((

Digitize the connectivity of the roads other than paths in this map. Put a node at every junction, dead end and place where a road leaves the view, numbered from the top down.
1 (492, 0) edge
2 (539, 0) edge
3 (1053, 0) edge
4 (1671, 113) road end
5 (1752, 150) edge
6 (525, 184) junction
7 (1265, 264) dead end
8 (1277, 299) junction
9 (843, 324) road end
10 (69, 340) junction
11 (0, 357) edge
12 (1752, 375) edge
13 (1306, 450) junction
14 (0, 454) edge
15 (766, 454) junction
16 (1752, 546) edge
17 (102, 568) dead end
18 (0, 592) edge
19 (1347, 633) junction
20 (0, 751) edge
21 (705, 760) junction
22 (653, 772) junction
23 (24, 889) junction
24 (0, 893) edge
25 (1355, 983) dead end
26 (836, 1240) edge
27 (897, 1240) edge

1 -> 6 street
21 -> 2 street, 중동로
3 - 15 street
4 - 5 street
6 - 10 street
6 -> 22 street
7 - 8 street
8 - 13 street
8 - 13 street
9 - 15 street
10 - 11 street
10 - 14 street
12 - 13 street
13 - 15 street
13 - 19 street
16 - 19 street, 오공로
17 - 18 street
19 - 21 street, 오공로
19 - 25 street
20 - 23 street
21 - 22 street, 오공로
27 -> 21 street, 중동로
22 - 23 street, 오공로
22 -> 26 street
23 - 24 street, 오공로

))

_Directions_: The records above need to be written out once more, exactly.

_Expected output_:
Digitize the connectivity of the roads other than paths in this map. Put a node at every junction, dead end and place where a road leaves the view, numbered from the top down.
1 (492, 0) edge
2 (539, 0) edge
3 (1053, 0) edge
4 (1671, 113) road end
5 (1752, 150) edge
6 (525, 184) junction
7 (1265, 264) dead end
8 (1277, 299) junction
9 (843, 324) road end
10 (69, 340) junction
11 (0, 357) edge
12 (1752, 375) edge
13 (1306, 450) junction
14 (0, 454) edge
15 (766, 454) junction
16 (1752, 546) edge
17 (102, 568) dead end
18 (0, 592) edge
19 (1347, 633) junction
20 (0, 751) edge
21 (705, 760) junction
22 (653, 772) junction
23 (24, 889) junction
24 (0, 893) edge
25 (1355, 983) dead end
26 (836, 1240) edge
27 (897, 1240) edge

1 -> 6 street
21 -> 2 street, 중동로
3 - 15 street
4 - 5 street
6 - 10 street
6 -> 22 street
7 - 8 street
8 - 13 street
8 - 13 street
9 - 15 street
10 - 11 street
10 - 14 street
12 - 13 street
13 - 15 street
13 - 19 street
16 - 19 street, 오공로
17 - 18 street
19 - 21 street, 오공로
19 - 25 street
20 - 23 street
21 - 22 street, 오공로
27 -> 21 street, 중동로
22 - 23 street, 오공로
22 -> 26 street
23 - 24 street, 오공로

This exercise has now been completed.